**PROBLEM DESCRIPTION:** Go through the records and report each line holding the string "Melor".

-------- INFORMATION --------

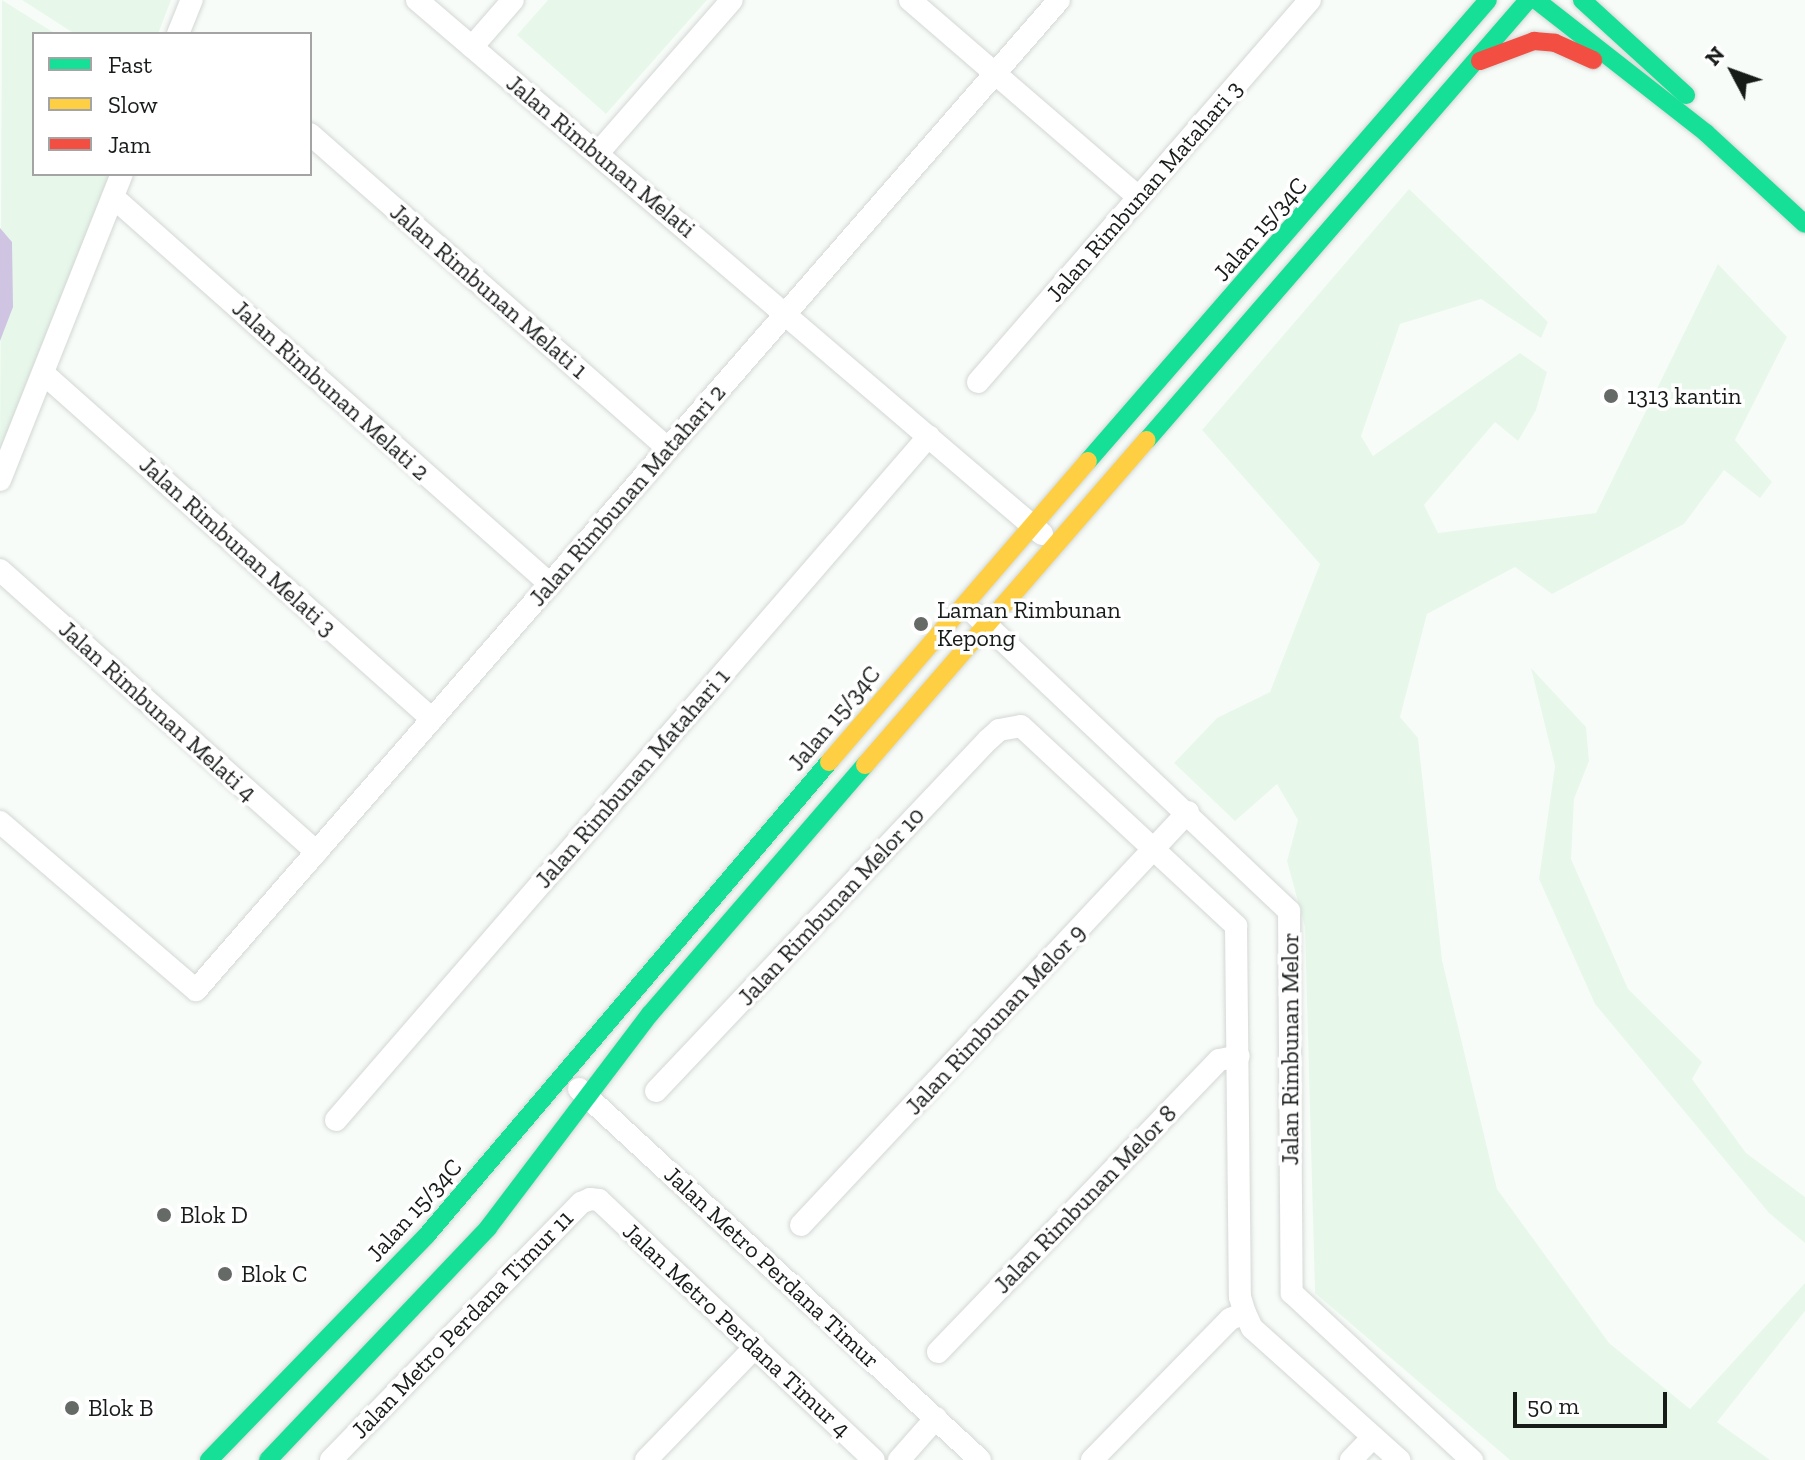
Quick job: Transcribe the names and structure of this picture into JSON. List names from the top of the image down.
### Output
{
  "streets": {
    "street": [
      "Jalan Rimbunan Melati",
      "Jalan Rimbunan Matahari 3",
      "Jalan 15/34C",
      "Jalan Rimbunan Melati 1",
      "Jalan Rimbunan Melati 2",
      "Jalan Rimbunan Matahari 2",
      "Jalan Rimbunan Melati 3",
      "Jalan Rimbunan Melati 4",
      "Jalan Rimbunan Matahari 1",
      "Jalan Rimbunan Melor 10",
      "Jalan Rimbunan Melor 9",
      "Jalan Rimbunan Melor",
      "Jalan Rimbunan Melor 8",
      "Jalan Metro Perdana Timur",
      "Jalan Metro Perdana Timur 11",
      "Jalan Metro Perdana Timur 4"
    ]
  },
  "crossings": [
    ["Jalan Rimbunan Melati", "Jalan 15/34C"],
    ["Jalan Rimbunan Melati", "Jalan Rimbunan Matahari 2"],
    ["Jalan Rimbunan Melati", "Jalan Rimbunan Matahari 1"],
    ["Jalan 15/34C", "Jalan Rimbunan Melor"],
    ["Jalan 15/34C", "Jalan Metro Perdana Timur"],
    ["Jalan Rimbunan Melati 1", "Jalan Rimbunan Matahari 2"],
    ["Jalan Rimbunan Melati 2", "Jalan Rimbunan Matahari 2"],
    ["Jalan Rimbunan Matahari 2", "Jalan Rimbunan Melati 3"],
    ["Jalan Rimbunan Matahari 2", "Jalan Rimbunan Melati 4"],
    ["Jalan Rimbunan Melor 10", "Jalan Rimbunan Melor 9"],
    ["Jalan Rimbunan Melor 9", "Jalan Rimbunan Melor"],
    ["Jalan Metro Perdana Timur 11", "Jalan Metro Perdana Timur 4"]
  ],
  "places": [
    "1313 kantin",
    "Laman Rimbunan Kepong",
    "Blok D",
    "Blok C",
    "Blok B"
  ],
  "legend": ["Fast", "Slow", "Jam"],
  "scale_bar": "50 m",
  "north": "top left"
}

--------

**SOLVED EXERCISE:**
      "Jalan Rimbunan Melor 10",
      "Jalan Rimbunan Melor 9",
      "Jalan Rimbunan Melor",
      "Jalan Rimbunan Melor 8",
    ["Jalan 15/34C", "Jalan Rimbunan Melor"],
    ["Jalan Rimbunan Melor 10", "Jalan Rimbunan Melor 9"],
    ["Jalan Rimbunan Melor 9", "Jalan Rimbunan Melor"],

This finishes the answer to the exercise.